The Greek banks have finally reopened today after being closed for three weeks, although capital controls still remain in place and payments abroad will not be possible. The stock market will also remain closed until further notice.

Limits on cash withdrawals are more flexible and have been upped to €420 per week, instead of the previous €60 per day. The head of the Greek bank association, Louka Katseli has said; “capital controls and restrictions on withdrawals will remain in place but we are entering a new stage which we all hope will be one of normality” [1].

Bankers have said that minor disruptions are expected and that many services will still be off limits.
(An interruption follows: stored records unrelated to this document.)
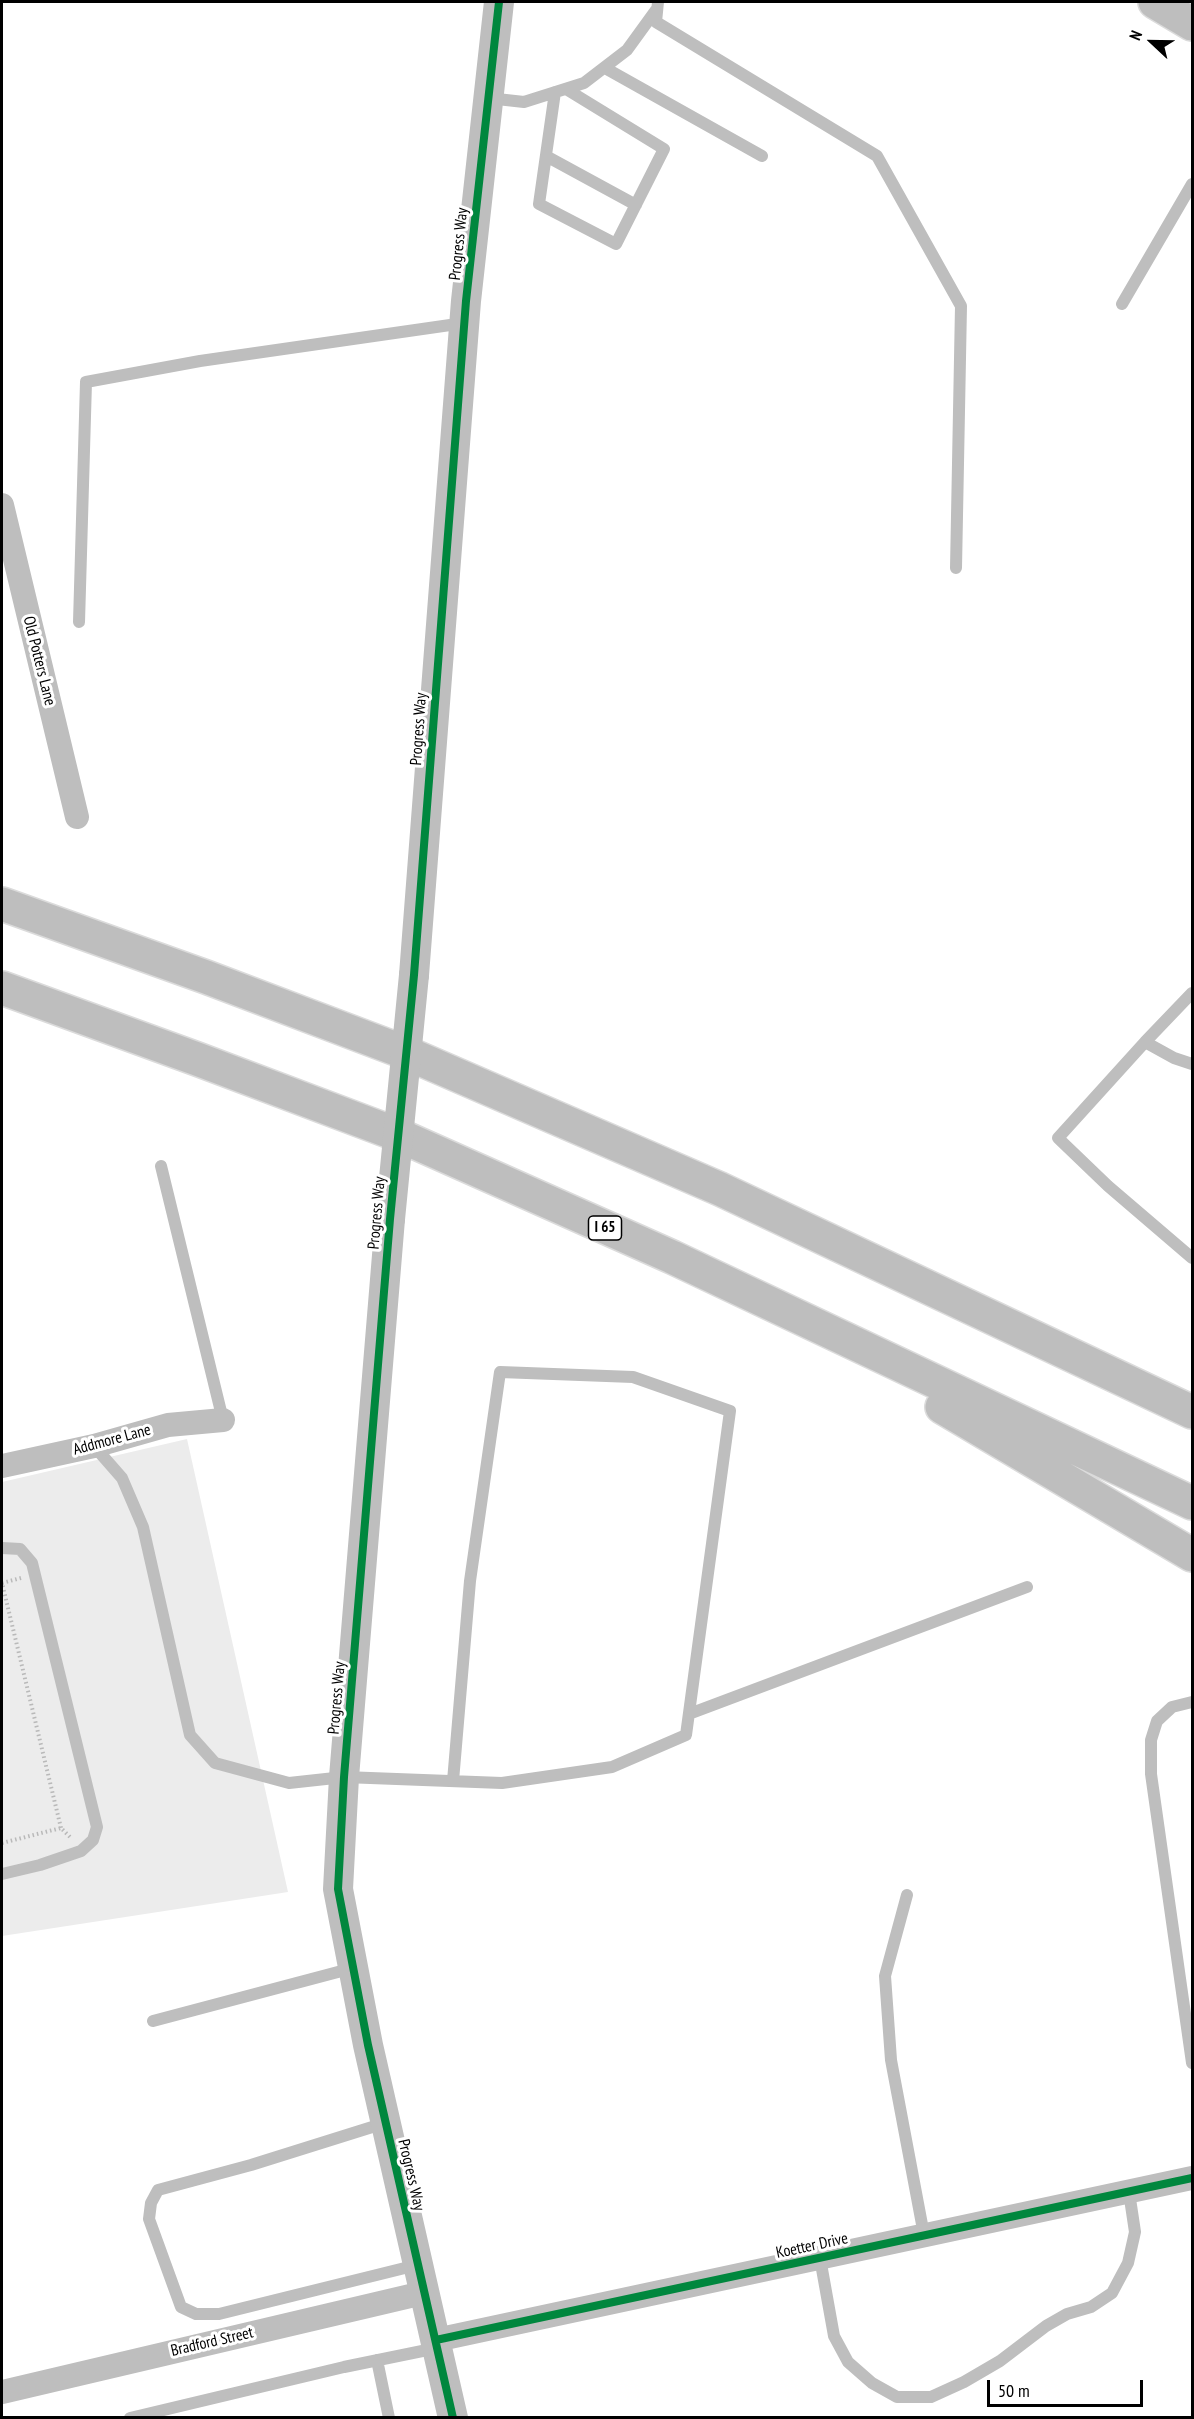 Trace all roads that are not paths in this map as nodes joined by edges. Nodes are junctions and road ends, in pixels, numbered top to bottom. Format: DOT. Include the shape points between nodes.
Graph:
graph roads {
  1 [pos="499,2"];
  2 [pos="1155,2"];
  3 [pos="658,5"];
  4 [pos="1192,24"];
  5 [pos="605,68"];
  6 [pos="560,91"];
  7 [pos="488,98"];
  8 [pos="546,156"];
  9 [pos="762,156"];
  10 [pos="1192,184"];
  11 [pos="636,205"];
  12 [pos="1122,304"];
  13 [pos="465,323"];
  14 [pos="2,505"];
  15 [pos="956,568"];
  16 [pos="79,622"];
  17 [pos="77,817"];
  18 [pos="2,904"];
  19 [pos="2,988"];
  20 [pos="1192,993"];
  21 [pos="1145,1042"];
  22 [pos="1192,1064"];
  23 [pos="161,1166"];
  24 [pos="1192,1258"];
  25 [pos="749,1294"];
  26 [pos="1192,1412"];
  27 [pos="223,1420"];
  28 [pos="94,1446"];
  29 [pos="2,1466"];
  30 [pos="1192,1503"];
  31 [pos="2,1548"];
  32 [pos="1192,1555"];
  33 [pos="1027,1587"];
  34 [pos="1192,1702"];
  35 [pos="689,1714"];
  36 [pos="344,1777"];
  37 [pos="453,1781"];
  38 [pos="2,1874"];
  39 [pos="907,1894"];
  40 [pos="353,1968"];
  41 [pos="153,2021"];
  42 [pos="1192,2063"];
  43 [pos="385,2123"];
  44 [pos="1192,2178"];
  45 [pos="1129,2192"];
  46 [pos="924,2235"];
  47 [pos="820,2258"];
  48 [pos="420,2279"];
  49 [pos="437,2344"];
  50 [pos="377,2360"];
  51 [pos="2,2392"];
  52 [pos="130,2418"];
  53 [pos="389,2418"];
  54 [pos="453,2418"];
  1 -- 7 [label="street, Progress Way"];
  2 -- 4 [label="main road"];
  3 -- 5 [label="lane" via="627,50"];
  3 -- 15 [label="lane" via="656,22 877,156 961,306"];
  5 -- 6 [label="lane" via="584,83"];
  5 -- 9 [label="lane"];
  6 -- 7 [label="lane" via="524,102"];
  6 -- 8 [label="lane"];
  6 -- 11 [label="lane" via="664,149"];
  7 -- 13 [label="street, Progress Way"];
  8 -- 11 [label="lane"];
  8 -- 11 [label="lane" via="539,204 616,244"];
  10 -- 12 [label="lane"];
  13 -- 16 [label="lane" via="200,361 86,382"];
  13 -- 36 [label="street, Progress Way, bridge" via="414,975"];
  14 -- 17 [label="street, Old Potters Lane"];
  18 -- 26 [label="main road" via="404,1052 720,1189"];
  19 -- 25 [label="main road, I 65" via="396,1134"];
  20 -- 21 [label="lane"];
  21 -- 22 [label="lane"];
  21 -- 24 [label="lane" via="1058,1138"];
  23 -- 27 [label="lane"];
  25 -- 30 [label="main road, I 65"];
  25 -- 32 [label="main road"];
  27 -- 28 [label="street, Addmore Lane" via="168,1425"];
  28 -- 29 [label="street, Addmore Lane"];
  28 -- 36 [label="lane" via="122,1478 143,1527 190,1735 215,1763 289,1783"];
  31 -- 38 [label="lane" via="20,1549 32,1563 97,1827 93,1840 84,1848"];
  33 -- 35 [label="lane"];
  34 -- 42 [label="lane" via="1172,1707 1157,1721 1151,1740 1151,1774"];
  35 -- 37 [label="lane" via="686,1735 612,1767 502,1783"];
  35 -- 37 [label="lane" via="730,1411 633,1377 500,1372 471,1581"];
  36 -- 37 [label="lane"];
  36 -- 40 [label="street, Progress Way" via="338,1889"];
  39 -- 46 [label="lane" via="885,1976 891,2060"];
  40 -- 41 [label="lane"];
  40 -- 43 [label="street, Progress Way"];
  43 -- 48 [label="street, Progress Way"];
  43 -- 48 [label="lane" via="158,2190 149,2219 181,2307 196,2314 219,2314"];
  44 -- 45 [label="street, Koetter Drive"];
  45 -- 46 [label="street, Koetter Drive"];
  45 -- 47 [label="lane" via="1135,2232 1128,2263 1112,2292 1091,2307 1046,2326 1000,2361 931,2397 897,2397 872,2383 848,2362 834,2336"];
  46 -- 47 [label="street, Koetter Drive"];
  47 -- 49 [label="street, Koetter Drive"];
  48 -- 49 [label="street, Progress Way"];
  48 -- 51 [label="street, Bradford Street"];
  49 -- 50 [label="lane"];
  49 -- 54 [label="street, Progress Way"];
  50 -- 52 [label="lane"];
  50 -- 53 [label="lane"];
}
This follows the third bail-out offer, yet to be secured, earlier this month which will help keep Greece afloat. The tough new conditions under the bail-out will see tax hikes, pension cuts and strict curbs on public spending.

According to the Guardian today, Greece has received a €7 billion bridge loan of which it has already spent to repay the European Central Bank and the International Monetary Fund [2], covering the first debt repayment that was due in June and the second repayment due of last week.

In exchange of this, Greece is hoping to receive further loans of up to €86 billion. Although, it is certain that Greece’s creditors will lie down strict rules on debt relief to build its trust back up with the country.

George Katrougalos, Greece’s new Labour Minister has said he remains hopeful that Greece will “keep on fighting” [3].